Question: What are the top 3 decision drivers for insurers and are there any key decision driver differences in each of the three tiers?

Answer: The big one is Agility . . . followed by the need to provide end customers, agents and policyholders the ability to work more easily with the insurer. The fact that many of the vendor systems are now offering greater flexibility and more user friendly GUIs points to the need for the insurer to provide the policyholder with a timely, error free and positive experience with the insurer. Some carriers have also expressed concerns about ongoing resource availability to keep their legacy systems running, though this seems to be a secondary issue to the others.

In terms of differences by tier of carrier, the first two drivers are universal. Large carriers are typically in more lines, and have a more differentiated distribution footprint. But small carriers also need agility to move with their markets, and in fact have the advantage of being organizationally limber.

Question: Is the data presented include conversion costs or pure implementation costs (new business) ?

Answer: Our data presents only the first year license and implementation costs of vendor PAS system. It is based on the average license fees and first year costs given to us in our vendor RFIs for our report. We use three different number for first year expenses based on the size of the insurer: Large (>US$ 1 billion), Medium and Small (< US$ 500 million) insurers.

Question: Do you find that the predominant strategy is replace or modernize?

Answer: We have seen that the trend is to modernize even if it means taking the long upgrade path towards modernizing. We incorporated that trend into our estimates for our analysis. We have found that through discussions with vendor clients, particularly ones on older systems, and our associated research in the PAS market that clients often opt to stay with their existing vendors and modernize in lieu of starting over with a new system and vendor.

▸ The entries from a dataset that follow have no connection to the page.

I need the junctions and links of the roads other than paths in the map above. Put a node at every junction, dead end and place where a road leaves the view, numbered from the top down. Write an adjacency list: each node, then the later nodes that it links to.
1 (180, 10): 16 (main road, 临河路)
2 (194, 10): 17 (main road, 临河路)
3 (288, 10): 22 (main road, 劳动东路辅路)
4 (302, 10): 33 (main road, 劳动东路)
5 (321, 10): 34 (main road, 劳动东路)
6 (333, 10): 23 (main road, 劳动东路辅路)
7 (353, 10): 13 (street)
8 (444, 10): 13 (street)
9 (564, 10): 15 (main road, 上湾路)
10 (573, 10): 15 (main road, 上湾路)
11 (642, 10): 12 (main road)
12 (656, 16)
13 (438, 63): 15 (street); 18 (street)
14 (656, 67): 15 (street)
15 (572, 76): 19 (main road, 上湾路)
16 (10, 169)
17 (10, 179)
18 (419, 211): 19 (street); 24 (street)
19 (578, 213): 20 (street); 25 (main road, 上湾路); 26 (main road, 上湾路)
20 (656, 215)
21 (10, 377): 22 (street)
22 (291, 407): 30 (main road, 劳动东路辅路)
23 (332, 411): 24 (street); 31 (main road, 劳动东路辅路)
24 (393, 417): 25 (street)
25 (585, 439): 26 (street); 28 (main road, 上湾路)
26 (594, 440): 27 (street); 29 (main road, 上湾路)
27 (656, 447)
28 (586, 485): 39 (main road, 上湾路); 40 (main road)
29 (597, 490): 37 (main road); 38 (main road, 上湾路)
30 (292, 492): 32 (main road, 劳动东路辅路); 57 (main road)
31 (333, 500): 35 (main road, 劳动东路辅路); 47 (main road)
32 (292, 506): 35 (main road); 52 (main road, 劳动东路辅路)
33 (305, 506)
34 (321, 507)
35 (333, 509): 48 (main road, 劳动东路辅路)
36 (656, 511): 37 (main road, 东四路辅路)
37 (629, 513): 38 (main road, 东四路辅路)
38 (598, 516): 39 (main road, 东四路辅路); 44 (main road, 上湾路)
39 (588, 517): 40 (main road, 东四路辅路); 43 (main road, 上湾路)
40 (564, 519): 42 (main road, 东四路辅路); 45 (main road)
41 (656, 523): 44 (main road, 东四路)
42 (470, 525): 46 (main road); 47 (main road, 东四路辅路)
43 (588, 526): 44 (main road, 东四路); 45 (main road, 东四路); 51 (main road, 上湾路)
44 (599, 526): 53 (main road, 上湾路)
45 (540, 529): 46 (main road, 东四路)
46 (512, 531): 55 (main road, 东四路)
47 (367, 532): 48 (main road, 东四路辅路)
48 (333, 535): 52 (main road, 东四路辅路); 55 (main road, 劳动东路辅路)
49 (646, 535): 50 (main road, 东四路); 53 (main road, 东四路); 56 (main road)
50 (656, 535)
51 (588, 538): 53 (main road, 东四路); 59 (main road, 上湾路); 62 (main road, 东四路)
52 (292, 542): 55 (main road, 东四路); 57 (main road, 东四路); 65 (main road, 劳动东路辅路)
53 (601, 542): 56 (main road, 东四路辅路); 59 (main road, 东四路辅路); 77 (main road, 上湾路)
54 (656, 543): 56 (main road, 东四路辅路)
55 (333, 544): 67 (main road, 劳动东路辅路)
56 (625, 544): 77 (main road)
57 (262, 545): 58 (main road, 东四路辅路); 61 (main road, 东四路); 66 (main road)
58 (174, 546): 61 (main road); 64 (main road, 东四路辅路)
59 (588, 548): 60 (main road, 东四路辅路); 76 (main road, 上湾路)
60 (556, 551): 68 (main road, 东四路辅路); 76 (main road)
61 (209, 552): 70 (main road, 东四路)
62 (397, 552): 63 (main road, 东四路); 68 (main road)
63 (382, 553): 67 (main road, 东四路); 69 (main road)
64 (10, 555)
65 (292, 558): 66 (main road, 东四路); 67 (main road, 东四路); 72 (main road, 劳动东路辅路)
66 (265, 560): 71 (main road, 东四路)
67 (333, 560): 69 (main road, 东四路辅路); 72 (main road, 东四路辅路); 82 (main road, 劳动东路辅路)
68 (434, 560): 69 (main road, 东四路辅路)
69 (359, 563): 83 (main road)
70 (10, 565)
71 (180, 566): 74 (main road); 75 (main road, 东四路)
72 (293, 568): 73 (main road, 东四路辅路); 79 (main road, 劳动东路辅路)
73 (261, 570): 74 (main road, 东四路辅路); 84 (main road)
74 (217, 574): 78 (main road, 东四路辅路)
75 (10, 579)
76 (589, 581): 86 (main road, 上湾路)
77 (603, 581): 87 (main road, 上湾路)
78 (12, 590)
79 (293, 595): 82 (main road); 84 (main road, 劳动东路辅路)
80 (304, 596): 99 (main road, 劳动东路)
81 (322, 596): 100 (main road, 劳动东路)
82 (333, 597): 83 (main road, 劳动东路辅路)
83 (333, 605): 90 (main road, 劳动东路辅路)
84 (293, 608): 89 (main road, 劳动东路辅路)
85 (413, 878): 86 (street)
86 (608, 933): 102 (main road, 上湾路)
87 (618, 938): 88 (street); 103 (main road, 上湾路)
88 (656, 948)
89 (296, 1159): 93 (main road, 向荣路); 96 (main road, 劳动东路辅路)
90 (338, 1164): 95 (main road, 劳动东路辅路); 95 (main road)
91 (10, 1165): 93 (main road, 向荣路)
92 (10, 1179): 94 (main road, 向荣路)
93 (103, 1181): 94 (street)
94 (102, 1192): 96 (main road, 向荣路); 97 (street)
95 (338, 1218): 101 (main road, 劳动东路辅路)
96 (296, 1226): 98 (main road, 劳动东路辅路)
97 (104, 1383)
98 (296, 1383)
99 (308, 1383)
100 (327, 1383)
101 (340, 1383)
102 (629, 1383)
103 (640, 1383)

In a counter to our finding, we received the following comment from an attendee that we thought we’d share: Modernization may not always be possible with the current vendor particularly if there is a growing need for agility as Craig mentioned. Carriers may be looking for ways to inject agility into a legacy solution by employing, for example, a new calculation engine that interfaces with the PAS and other core systems or a product configurator that can facilitate rapid change by producing artifacts a legacy system can consume. This way they are protecting their existing investment, are by no means doing a rip and replace, and provide themselves with a roadmap to future replacement.”

Questions: Any specific trends in the closed book of business when it comes to package / software implementation? Especially, do you see any insurers implementing a packaged solution for small closed block of business?

Answer: We did not ask specifically about whether the systems were being used for closed books of business in our vendor RFIs. Nor did we ask the clients using the systems if the books were open or closed. However, Jamie MacGregor in Celent’s London office and I (Karen) are currently researching a series of reports specifically about closed books of life insurance. Our reports will discuss closed books in both US and the UK. It will address the reasons why insurers opt to close books and the challenges facing them once they decide to close the blocks of business. We will lay out the options available to insurers such as outsourcing, selling off businesses to other insurers or aggregators (UK), keeping the business inhouse and the additional options available for that strategy, etc. When legacy platforms are involved, this leads us right back to the question of what to do with an older system, especially if the system administers closed blocks, doesn’t it? Look for that series of reports beginning in late April 2012.

Is there any life left in those old (life) blocks?

Last week, the Hartford (USA) announced that it was refocusing its business strategy. The immediate impact of this change was to place its annuity business into runoff, and to initiate a search for a buyer (or strategic alternative if a buyer cannot be found) of its Individual Life, Woodbury Financial Services and Retirement Plans. In addition to this news from the Hartford, earlier this month we also saw the Prudential (USA) announce that it was going to discontinue the sale of individual long term care products.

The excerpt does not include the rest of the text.